Leises Hüsteln räuspert sich zu einem allgemeinen Husten empor, Unruhe in allen Reihen, die Leute scharren mit den Füßen, die Verschlüsse dutzender Handtaschen klicken nervös, doch der Bruder steht nicht auf, um die erwartete Trauerrede zu halten. Frau Halberstadt versucht Blickkontakt aufzubauen, doch der Bruder ordnet nur verzweifelt seine Unterlagen. Endlich schaut er auf, Frau Halberstadt nickt ihm zu, macht mit dem Kopf eine Bewegung in Richtung Rednerpult, endlich hat der Bruder seine Zettelwirtschaft in der richtigen Reihenfolge und steht auf.
Die ersten Schritte in Richtung Rednerpult sind noch beschwingt, doch dann wirkt es, als laufe er auf einer mit Klebstoff bestrichenen Fläche, seine Schritte werden langsamer, er stockt, dann geht er wieder, dann ist er da. Seine Unterlagen legt er auf das Pult, atmet tief durch. Er braucht ein Taschentuch, um sich den Schweiß von der Stirn zu wischen, dann beginnt er.
Das heißt er möchte beginnen, sagt nur: „Ähäm…“, hüstelt und schaut etwas hilflos aus der Wäsche.
Die Unruhe in der Trauerhalle nimmt zu, die Leute tuscheln. Frau Halberstadt hat eine kleine Flasche stilles Wasser in ihrer Tasche. Sie bringt die Flasche dem Bruder nach vorne ans Pult, der wirft ihr einen dankbaren Blick zu und Frau Halberstadt will sich wieder setzen, doch der Mann hält sie am Ärmel fest und flüstert ihr zu: „Ich kann nicht“ und nach einer kurzen Pause fügt er hinzu: „Lampenfieber!“
30 Euro bekommt Frau Halberstadt für ihre Mühen, da sind solche Einsätze eigentlich nicht mit abgegolten, aber sie weiß was zu tun ist. Sie bleibt einfach neben dem Bruder stehen, begrüßt in dessen Namen die Trauergäste und sagt aus dem Stegreif das was man in solchen Situationen so sagt. Daß man sich versammelt hat um von dem Verstorbenen Abschied zu nehmen, daß dies der Anlaß ist, sich gemeinsam an das zu erinnern, was man mit ihm erlebt hat und so weiter.
Nur drei, vier Sätze muß sie sagen, dann nickt ihr der Bruder, der neben ihr steht zu, er hat sich gefangen und Frau Halberstadt leitet mit einem Satz zu ihm über und setzt sich dann wieder.

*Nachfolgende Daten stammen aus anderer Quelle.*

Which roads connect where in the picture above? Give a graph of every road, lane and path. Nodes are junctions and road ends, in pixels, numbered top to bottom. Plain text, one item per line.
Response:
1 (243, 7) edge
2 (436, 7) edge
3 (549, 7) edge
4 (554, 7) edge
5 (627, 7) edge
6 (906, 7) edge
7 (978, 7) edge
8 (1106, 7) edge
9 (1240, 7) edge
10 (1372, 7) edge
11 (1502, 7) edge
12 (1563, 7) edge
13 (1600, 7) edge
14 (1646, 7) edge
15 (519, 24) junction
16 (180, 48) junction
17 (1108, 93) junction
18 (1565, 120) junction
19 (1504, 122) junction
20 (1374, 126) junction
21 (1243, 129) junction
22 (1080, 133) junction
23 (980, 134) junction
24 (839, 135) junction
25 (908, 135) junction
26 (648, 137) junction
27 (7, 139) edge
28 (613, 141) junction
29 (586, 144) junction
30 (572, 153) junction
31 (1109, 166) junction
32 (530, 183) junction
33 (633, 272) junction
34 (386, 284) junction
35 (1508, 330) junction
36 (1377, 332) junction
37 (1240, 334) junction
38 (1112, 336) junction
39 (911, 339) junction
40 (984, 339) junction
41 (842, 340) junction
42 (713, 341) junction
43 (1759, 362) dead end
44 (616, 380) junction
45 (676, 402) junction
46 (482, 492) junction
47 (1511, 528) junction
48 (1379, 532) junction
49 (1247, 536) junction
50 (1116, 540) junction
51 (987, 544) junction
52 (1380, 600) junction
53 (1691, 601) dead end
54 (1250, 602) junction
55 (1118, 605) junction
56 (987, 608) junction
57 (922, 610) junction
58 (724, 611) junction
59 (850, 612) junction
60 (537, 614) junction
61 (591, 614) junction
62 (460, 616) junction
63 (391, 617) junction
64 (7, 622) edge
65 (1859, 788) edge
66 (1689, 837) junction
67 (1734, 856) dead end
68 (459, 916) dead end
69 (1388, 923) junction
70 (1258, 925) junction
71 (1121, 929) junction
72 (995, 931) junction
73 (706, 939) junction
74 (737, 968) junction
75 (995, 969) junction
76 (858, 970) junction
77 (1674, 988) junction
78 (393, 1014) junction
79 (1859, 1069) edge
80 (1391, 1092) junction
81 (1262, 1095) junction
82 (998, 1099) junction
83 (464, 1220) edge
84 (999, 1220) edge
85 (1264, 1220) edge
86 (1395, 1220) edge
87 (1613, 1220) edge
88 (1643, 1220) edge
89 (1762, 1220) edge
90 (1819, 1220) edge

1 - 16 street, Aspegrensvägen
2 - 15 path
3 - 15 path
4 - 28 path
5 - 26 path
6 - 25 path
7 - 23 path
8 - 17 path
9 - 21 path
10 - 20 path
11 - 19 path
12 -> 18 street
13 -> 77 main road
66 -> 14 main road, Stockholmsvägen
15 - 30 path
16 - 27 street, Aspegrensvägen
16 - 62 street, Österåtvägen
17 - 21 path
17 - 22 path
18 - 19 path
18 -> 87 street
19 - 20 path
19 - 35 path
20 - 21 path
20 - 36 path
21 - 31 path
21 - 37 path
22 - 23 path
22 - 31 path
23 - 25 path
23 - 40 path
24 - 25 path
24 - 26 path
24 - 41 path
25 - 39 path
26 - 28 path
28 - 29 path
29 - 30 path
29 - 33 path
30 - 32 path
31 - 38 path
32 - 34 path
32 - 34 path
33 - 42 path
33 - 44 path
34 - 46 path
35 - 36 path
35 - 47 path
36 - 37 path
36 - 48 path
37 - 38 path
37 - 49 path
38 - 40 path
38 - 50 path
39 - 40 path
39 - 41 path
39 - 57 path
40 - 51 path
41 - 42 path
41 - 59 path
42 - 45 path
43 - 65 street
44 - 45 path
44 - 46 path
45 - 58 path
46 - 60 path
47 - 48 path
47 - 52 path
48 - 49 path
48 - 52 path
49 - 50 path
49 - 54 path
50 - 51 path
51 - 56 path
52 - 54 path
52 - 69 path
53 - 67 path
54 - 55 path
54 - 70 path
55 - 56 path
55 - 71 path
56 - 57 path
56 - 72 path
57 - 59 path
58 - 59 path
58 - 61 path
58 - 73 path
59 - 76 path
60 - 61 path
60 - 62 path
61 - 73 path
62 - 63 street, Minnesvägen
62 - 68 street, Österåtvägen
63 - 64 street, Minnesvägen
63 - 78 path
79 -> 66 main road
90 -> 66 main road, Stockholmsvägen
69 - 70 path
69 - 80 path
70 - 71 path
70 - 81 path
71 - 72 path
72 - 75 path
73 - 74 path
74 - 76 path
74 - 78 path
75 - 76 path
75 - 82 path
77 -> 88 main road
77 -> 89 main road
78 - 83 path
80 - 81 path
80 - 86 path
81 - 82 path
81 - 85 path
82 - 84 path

Den Rest der Trauerrede bringt der Bruder leidlich hinter sich.
Später ist Frau Halberstadt bei uns im Büro, erzählt Frau Büser vom Erlebten und ich komme dazu und frage, wie es mit der Trauerrede des Bruders geklappt hat. In ihrer unnachahmlichen Art sagt Frau Halberstadt: „Um mit Mark Twain zu reden: Das menschliche Gehirn ist eine großartige Sache. Es funktioniert vom Moment der Geburt an – bis zum Zeitpunkt, wo du aufstehst um eine Rede zu halten.“
Ich habe noch einmal die wichtigsten Schlagwörter (Hashtags) dieses Artikels für Sie zusammengestellt, damit Sie sich besser orientieren können:
Schlagwörter: anders, kommt, manchmal
Das alle sich das immer so einfach vorstellen. Es ist garnicht so einfach vor einer größeren Gruppe zu sprechen. Grad in so einem Fall nicht.
Ich kann das auch nicht wirklich gut und versuch immer mich vor sowas zu drücken….. Egal um was es geht.
dito
herrlich der spruch…den muß ich mir merken
ich würde in so einer Situation und dann noch als engster Angehöriger keinen Ton rauskriegen und mich niemals nicht freiwillig zum Reden halten bereit erklären
Das Zitat ist interessanterweise relativ apokryph, es ist je nach Quelle von George Jessel, Robert Frost, Ambrose Bierce… Nur: Quellen, die es Mark Twain zuschreiben, hab ich keine gefunden. 😉
hat der sich wenigstens bei der frau halberstadt erkenntlich gezeigt?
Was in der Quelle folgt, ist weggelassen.